Record extracts Block Start

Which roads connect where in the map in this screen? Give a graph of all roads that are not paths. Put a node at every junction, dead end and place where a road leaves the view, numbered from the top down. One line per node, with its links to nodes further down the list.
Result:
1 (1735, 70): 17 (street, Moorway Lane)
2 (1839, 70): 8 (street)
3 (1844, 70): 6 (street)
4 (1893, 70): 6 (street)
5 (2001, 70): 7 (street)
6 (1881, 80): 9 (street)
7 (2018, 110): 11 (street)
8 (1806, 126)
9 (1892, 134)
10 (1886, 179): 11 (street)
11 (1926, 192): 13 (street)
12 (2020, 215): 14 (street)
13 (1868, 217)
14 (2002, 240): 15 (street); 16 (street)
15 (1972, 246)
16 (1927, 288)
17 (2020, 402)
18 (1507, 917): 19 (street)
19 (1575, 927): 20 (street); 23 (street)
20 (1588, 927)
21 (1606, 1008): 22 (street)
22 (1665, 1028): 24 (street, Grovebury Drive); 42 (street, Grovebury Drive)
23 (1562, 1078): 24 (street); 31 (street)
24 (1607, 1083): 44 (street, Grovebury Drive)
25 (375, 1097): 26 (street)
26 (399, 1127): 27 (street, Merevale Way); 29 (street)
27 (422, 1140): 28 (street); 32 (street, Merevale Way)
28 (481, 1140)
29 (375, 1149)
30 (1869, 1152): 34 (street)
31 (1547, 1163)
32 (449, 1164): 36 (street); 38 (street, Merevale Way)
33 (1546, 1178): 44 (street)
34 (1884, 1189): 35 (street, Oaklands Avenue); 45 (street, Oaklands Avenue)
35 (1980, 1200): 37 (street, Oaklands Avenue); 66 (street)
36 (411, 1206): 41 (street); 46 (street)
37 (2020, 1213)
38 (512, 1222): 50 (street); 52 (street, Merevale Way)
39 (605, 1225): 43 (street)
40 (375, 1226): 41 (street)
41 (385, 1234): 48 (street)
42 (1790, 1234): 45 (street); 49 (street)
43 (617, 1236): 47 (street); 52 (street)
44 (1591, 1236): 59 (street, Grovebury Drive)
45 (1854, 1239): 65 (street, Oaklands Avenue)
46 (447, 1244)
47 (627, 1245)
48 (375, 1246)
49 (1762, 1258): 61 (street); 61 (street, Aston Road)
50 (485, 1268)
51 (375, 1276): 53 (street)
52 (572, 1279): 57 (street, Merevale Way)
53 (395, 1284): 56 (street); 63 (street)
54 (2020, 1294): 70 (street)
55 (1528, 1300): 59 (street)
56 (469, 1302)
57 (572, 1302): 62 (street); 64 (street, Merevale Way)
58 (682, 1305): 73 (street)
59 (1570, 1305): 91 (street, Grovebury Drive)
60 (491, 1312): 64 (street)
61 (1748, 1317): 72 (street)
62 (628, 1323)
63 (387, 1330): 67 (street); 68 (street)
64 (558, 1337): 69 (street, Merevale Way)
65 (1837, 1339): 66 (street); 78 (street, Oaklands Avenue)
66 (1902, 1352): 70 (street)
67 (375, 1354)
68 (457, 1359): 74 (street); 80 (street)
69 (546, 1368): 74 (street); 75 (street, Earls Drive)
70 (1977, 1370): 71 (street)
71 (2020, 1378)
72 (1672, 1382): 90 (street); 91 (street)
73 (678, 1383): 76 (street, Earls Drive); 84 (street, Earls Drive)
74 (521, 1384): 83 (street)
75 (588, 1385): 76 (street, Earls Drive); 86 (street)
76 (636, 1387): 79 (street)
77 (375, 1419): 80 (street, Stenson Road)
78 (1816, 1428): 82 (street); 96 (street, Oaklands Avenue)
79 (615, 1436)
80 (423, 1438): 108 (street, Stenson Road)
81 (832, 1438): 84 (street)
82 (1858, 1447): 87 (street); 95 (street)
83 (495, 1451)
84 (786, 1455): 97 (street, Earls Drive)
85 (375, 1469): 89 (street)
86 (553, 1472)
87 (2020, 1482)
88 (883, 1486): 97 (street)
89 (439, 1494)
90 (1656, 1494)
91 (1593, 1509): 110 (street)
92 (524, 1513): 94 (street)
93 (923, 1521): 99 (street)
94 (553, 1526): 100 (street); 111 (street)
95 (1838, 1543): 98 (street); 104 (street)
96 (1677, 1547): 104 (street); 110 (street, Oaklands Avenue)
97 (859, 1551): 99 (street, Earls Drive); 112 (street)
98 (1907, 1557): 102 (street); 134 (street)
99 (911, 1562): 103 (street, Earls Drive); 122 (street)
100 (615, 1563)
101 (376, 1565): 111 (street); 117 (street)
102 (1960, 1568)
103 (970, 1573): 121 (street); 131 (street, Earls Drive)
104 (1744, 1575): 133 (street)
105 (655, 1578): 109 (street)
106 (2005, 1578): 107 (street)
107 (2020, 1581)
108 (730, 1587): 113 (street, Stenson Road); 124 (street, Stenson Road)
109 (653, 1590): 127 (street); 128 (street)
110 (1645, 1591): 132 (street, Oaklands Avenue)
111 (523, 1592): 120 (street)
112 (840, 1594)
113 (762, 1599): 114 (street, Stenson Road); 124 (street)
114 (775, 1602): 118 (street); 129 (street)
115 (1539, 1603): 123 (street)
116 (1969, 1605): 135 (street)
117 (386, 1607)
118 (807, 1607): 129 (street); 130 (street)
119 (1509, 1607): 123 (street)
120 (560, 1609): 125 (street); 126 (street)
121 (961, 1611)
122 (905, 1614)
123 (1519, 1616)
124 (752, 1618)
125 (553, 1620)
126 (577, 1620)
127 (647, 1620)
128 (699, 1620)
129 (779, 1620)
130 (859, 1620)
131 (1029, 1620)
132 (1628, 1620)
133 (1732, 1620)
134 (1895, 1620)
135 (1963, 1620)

Record extracts Block End
Record extracts Block Start

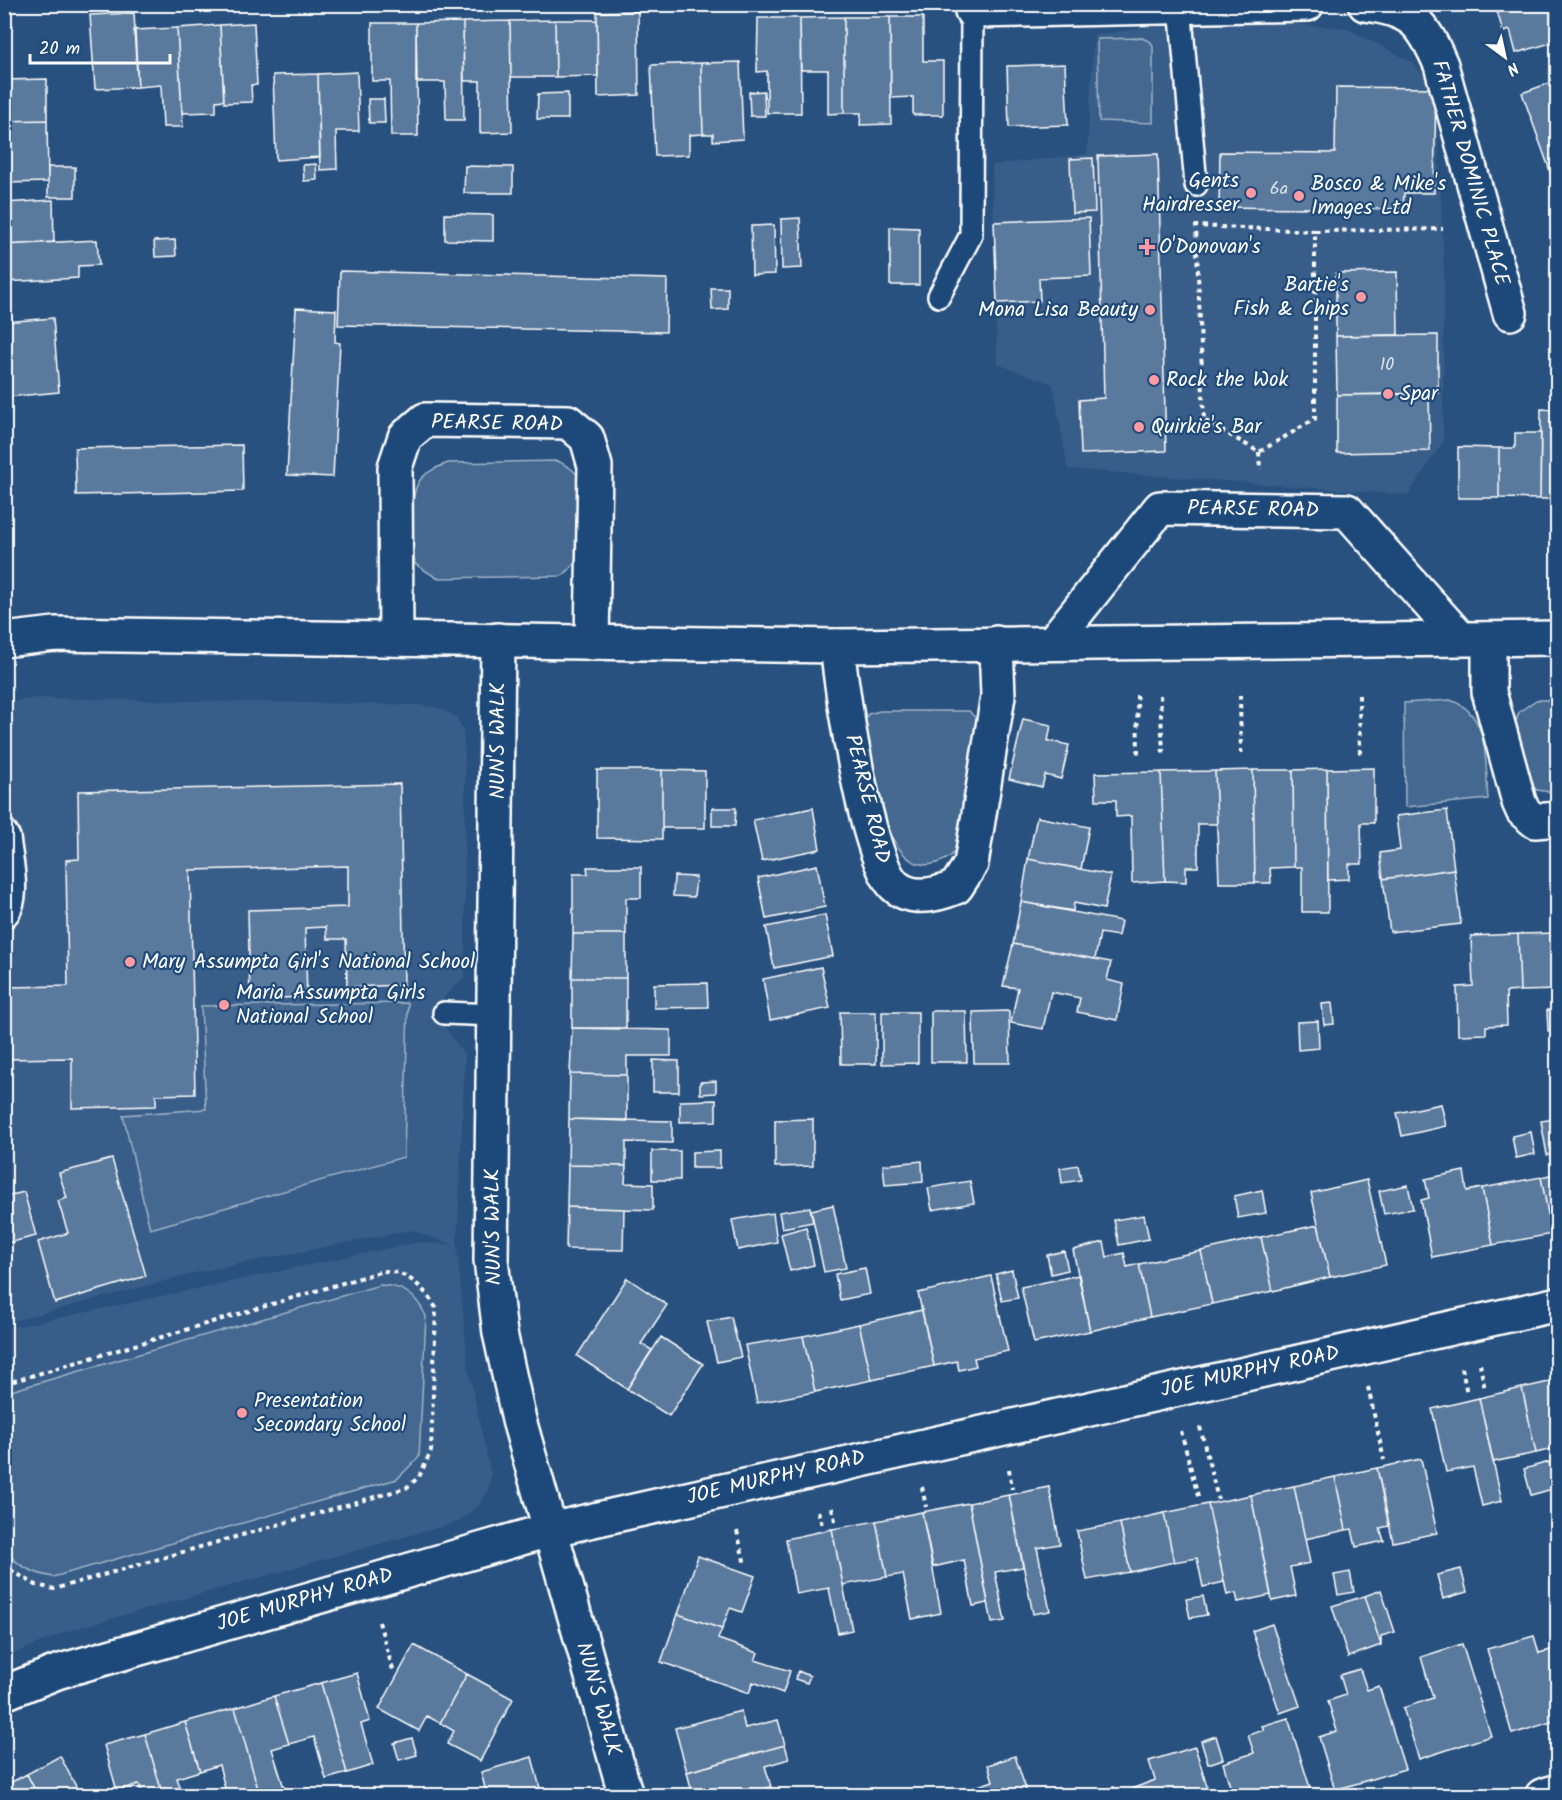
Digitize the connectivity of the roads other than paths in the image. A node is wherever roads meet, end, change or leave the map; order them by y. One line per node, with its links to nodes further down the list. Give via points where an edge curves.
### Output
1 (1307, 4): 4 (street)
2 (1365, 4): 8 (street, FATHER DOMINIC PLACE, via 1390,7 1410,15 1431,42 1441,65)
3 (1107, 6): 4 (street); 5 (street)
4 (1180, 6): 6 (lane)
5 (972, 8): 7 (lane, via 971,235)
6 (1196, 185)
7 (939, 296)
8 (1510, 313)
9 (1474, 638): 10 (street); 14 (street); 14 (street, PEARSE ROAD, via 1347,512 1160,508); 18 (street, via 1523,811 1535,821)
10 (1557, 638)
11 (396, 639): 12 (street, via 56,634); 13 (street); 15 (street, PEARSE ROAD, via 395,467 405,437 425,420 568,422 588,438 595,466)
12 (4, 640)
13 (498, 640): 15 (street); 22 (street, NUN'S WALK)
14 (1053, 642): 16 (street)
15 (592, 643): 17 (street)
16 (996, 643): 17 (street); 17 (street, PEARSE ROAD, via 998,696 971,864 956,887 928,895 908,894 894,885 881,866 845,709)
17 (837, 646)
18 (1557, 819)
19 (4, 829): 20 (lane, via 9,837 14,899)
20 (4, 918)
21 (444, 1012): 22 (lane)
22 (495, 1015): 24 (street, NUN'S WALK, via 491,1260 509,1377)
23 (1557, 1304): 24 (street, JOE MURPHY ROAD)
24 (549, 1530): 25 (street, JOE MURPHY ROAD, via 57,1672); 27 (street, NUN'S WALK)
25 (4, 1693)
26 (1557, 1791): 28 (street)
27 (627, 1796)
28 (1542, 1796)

Record extracts Block End
Record extracts Block Start

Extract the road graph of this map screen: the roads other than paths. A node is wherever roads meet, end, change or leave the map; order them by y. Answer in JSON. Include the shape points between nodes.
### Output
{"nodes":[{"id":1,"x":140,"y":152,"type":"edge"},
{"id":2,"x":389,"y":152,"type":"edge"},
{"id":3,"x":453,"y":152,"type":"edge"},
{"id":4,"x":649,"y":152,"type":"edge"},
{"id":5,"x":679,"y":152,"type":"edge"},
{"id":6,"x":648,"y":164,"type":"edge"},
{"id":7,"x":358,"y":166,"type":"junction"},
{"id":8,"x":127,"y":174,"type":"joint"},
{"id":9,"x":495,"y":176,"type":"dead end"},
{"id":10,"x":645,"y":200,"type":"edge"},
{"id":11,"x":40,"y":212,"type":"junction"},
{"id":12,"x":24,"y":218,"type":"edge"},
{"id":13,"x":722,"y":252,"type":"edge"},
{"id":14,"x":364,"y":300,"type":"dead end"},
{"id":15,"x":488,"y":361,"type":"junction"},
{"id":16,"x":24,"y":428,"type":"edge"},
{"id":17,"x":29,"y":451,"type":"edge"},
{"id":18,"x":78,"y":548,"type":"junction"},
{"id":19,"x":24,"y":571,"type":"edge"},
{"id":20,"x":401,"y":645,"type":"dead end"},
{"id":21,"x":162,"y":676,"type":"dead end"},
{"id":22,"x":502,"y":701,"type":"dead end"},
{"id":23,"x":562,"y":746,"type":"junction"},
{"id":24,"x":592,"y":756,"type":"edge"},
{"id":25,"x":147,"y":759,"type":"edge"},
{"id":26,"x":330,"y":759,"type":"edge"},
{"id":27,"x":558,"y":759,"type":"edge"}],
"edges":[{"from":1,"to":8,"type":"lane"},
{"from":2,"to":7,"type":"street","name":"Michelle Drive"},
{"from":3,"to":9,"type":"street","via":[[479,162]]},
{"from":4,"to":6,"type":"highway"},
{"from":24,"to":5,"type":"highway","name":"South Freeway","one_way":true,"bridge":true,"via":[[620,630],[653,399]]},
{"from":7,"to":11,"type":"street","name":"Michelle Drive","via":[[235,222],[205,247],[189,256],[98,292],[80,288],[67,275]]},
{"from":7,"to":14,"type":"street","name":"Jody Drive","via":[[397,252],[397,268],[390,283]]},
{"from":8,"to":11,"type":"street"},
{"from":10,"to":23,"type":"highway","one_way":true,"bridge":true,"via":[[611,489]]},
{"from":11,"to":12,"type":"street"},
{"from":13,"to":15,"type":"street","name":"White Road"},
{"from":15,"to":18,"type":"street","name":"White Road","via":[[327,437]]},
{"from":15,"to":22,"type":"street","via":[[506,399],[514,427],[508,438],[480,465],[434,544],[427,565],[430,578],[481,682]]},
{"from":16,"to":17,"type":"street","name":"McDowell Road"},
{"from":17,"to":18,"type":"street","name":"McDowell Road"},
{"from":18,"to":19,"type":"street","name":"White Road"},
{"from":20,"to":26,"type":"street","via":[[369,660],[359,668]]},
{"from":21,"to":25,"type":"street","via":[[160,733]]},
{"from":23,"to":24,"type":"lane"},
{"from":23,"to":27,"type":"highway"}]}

Record extracts Block End

_Assigned task_: Copy out each line from the preceding entries that mentions the word "this".

_Written reply_:
Which roads connect where in the map in this screen? Give a graph of all roads that are not paths. Put a node at every junction, dead end and place where a road leaves the view, numbered from the top down. One line per node, with its links to nodes further down the list.
Extract the road graph of this map screen: the roads other than paths. A node is wherever roads meet, end, change or leave the map; order them by y. Answer in JSON. Include the shape points between nodes.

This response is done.